Ed. note: This is the latest installment in a series of posts on motherhood in the legal profession, in partnership with our friends at MothersEsquire. Welcome Laura Sexton back to our pages. Click here if you’d like to donate to MothersEsquire.
I did not enjoy the bar exam. Like many others, I was saddled with $250,000-plus in student loans and worried about what would happen if I failed. I worked part-time to support myself and spent the rest of the summer buried in bar prep books and feeling perpetually behind. And then my computer malfunctioned on the day of the test, causing me to lose half of my essays and finish out the test with paper and pen. Needless to say, it was stressful!
But, it could’ve been a lot worse. I wasn’t up all night nursing a newborn while I was studying. And I didn’t have to worry about pumping breast milk during the exam. I also didn’t have to fill out any forms to request accommodations, play phone tag with the bar examiners’ office, or wait months for a decision about whether my request would be granted.
Yet, this is the reality that many women face every year. In 2015, the ACLU and the Law Students for Reproductive Justice did a 50-state survey of bar examination procedures for breastfeeding examinees. The results were eye-opening:
- 45 state bar examiner websites suggested that only individuals with documented “disabilities” were eligible for accommodations. (“Since breastfeeding is not a disability,” the ACLU explained, “many candidates may not even bother seeking accommodations.”)
- Two states — Alabama and Louisiana — had explicit policies making breastfeeding examinees ineligible for accommodations.
- Several states ostensibly reviewed applications for breastfeeding accommodations on a case-by-case basis, but experience suggested that those accommodations were “only available in theory” in some states.
- Only 12 states confirmed that breastfeeding examinees were eligible to receive additional time.
This survey prompted some progress.

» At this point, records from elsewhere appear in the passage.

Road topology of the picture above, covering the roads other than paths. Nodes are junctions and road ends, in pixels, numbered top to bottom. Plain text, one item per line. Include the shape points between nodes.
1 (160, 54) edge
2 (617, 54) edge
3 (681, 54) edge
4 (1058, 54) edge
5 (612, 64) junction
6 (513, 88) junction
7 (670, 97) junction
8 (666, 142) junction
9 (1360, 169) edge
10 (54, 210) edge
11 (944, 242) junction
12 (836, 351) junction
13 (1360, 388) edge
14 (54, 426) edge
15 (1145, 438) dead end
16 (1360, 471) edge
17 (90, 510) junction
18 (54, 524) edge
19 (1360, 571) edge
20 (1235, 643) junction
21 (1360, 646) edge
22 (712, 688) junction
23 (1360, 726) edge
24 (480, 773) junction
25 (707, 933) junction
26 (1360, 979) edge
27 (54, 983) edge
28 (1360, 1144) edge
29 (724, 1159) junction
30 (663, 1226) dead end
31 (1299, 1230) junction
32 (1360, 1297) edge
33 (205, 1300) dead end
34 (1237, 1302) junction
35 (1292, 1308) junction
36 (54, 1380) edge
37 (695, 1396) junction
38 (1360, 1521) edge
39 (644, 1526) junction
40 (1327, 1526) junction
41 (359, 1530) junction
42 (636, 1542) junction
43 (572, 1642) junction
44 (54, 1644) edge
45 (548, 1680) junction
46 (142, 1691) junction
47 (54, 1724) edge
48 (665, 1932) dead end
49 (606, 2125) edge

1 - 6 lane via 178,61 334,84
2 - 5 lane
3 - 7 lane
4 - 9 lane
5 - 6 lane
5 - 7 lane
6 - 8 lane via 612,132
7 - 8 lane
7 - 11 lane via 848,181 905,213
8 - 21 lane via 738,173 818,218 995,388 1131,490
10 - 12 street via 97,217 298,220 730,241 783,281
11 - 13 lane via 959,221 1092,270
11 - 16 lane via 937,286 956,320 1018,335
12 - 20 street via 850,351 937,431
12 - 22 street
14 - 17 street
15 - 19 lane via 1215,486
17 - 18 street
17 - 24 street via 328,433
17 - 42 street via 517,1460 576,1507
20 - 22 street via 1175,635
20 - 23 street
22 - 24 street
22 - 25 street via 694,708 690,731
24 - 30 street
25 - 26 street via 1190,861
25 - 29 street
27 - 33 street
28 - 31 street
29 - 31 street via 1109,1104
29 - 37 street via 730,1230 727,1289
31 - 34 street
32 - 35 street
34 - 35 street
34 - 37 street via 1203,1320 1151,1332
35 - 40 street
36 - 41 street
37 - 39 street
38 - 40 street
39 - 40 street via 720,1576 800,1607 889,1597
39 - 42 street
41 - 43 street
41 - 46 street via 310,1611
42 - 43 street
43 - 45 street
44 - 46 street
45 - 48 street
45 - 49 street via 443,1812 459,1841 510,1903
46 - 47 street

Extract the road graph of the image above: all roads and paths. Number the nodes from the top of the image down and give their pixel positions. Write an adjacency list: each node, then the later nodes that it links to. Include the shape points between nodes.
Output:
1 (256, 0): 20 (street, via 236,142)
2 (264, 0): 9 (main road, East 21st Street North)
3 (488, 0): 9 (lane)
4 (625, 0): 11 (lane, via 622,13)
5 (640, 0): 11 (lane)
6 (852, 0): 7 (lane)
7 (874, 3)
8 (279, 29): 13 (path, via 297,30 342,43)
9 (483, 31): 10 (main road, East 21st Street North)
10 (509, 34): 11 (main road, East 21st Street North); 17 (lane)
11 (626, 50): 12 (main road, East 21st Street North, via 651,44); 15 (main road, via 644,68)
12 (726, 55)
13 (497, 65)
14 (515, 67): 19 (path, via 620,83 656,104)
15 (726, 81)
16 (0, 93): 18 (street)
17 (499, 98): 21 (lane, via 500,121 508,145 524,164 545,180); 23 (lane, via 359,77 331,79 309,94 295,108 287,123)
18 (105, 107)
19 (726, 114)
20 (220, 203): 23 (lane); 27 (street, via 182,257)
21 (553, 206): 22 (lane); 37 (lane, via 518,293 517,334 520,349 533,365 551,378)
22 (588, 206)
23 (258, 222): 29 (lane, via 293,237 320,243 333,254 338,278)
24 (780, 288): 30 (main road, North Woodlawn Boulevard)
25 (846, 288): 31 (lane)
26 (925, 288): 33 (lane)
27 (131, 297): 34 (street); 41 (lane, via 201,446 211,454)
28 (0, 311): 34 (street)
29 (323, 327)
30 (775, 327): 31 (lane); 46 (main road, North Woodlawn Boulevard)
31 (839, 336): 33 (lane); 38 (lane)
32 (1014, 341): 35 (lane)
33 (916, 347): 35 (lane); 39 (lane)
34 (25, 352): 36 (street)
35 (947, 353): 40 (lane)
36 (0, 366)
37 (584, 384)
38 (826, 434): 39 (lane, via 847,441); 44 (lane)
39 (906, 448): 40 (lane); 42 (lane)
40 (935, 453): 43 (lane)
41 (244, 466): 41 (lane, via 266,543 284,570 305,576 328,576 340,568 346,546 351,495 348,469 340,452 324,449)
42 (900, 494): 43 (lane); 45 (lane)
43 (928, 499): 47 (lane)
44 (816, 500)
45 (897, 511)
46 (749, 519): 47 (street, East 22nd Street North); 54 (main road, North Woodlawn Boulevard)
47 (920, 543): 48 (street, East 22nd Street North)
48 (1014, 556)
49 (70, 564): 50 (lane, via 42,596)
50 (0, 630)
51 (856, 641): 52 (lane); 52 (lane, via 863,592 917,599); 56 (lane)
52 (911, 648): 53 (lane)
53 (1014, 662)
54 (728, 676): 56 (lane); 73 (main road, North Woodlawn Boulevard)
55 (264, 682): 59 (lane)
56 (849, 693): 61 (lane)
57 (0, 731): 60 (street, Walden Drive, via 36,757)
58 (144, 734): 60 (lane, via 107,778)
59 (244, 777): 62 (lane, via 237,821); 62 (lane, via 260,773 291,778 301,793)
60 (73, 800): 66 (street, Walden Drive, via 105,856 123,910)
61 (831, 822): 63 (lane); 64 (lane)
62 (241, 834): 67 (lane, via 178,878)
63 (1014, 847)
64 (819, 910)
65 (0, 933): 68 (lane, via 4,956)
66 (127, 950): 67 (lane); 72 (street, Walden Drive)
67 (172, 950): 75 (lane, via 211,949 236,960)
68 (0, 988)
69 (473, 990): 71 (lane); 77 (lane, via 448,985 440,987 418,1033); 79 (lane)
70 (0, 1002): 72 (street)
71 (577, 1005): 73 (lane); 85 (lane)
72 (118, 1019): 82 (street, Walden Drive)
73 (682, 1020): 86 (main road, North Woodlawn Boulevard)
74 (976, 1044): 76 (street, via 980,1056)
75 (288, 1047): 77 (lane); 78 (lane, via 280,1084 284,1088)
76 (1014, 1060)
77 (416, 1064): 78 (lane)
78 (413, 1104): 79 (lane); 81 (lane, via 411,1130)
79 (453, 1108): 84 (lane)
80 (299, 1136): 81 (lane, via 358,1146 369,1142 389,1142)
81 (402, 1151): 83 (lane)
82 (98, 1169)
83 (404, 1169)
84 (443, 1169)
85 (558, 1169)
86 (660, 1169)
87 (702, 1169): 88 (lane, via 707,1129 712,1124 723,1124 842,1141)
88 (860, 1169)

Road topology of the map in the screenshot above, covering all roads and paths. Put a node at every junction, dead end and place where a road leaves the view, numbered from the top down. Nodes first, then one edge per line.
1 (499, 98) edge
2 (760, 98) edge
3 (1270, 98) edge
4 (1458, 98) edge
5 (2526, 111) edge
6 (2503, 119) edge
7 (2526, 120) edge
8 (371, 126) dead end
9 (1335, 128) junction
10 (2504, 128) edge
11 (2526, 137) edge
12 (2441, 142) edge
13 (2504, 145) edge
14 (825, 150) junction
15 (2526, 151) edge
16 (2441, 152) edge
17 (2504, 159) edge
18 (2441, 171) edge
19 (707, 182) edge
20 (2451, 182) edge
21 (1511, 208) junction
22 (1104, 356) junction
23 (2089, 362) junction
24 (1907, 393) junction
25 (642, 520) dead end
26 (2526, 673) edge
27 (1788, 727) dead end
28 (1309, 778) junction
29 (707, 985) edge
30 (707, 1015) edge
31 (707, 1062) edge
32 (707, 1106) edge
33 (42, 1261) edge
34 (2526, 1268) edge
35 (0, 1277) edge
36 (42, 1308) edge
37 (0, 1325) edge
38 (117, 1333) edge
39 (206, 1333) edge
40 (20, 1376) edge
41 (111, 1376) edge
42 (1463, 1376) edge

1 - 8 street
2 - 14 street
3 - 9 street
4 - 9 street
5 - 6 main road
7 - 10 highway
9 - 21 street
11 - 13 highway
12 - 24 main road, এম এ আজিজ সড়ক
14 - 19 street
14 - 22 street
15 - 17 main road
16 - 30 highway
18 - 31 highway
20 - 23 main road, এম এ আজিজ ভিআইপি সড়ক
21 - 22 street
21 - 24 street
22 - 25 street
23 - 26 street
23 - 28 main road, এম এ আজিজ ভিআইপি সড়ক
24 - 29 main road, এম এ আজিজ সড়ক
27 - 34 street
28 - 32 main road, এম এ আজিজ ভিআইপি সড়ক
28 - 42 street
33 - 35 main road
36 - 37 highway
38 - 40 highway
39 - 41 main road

Ten states have since revised their policies for lactation accommodations, and another six states have committed to conducting a review of their current policies and procedures.
But work still needs to be done. In May 2021, MothersEsquire conducted a follow-up survey as part of its PumpUpTheBar project. Whereas the ACLU-LSRJ survey relied on written responses from each state, MothersEsquire focused on the information published on each jurisdiction’s website. This was strategic because, in order to be helpful to examinees, lactation policies must be both clearly explained and publicly available. MothersEsquire determined:
- 19 states still only published accommodations for ADA disabilities, of which lactation does not qualify, or simply no accommodation information at all.
- Six states provided lactation accommodations, but did not include adequate details regarding what accommodations may be available or how to request those accommodations.
- 16 states had an administrative or courtesy accommodation policy published, but not including any additional break time for breastfeeding or pumping.
- Nine states had published comprehensive breastfeeding accommodation policies which included extra “stop-the-clock” break time to pump or breastfeed.
- Of the states that did offer lactation accommodations, those accommodations were most often granted on a case-by-case basis, meaning that some mothers could end up being denied accommodations and that accommodations were potentially subject to unconscious bias and/or inequitable administration.
While these results show that some progress has been made, it is still far too difficult for breastfeeding applicants to obtain basic accommodations in many states.
The ABA has recently recognized these significant gaps in accommodations for breastfeeding examinees. In February 2022, the ABA adopted Resolution 501, after a presentation that included the MothersEsquire 2021 survey results. This resolution “urges” all bar admissions authorities to “provide reasonable and accessible accommodations to lactating individuals,” such as designated spaces for pumping, written policies that are publicly available online, and “off-the-clock break time” so that examinees are provided the same amount of time to take the exam.
The regulatory climate has also become increasingly supportive of breastfeeding accommodations. In December 2022, two laws were enacted: the PUMP Act and the Pregnant Workers Fairness Act (PWFA). The Pump Act expands the right to receive pumping breaks and a private space to nearly 9 million more workers. Likewise, the PWFA requires covered employers to provide “reasonable accommodations” for conditions related to pregnancy, even if they do not rise to the level of a “disability” under the ADA.
Unfortunately, bar examination policies are still lagging behind. Many states still only have vague policies available online or policies that only discuss accommodations for “disabilities.” Now, more than ever, these bar examination policies need to be updated.
The author would like to give special recognition to E. Sloan Masden for conducting the research for the 2021 MothersEsquire survey; Kelly Blount for her supervision of the work; Michelle Browning Coughlin, who presented the results to the ABA House of Delegates in February 2022; and Lindsay Kennedy, Debra Barclay, Jamie Szal, Laura Landenwich, and everyone else at MothersEsquire who has contributed to the PumpUpTheBar campaign.
Laura Sexton has three children and loves being a mother and a lawyer. She is a partner at Goldman Ismail Tomaselli Brennan & Baum LLP, where she represents Fortune 500 companies in matters involving products liability, antitrust, and other complex commercial disputes.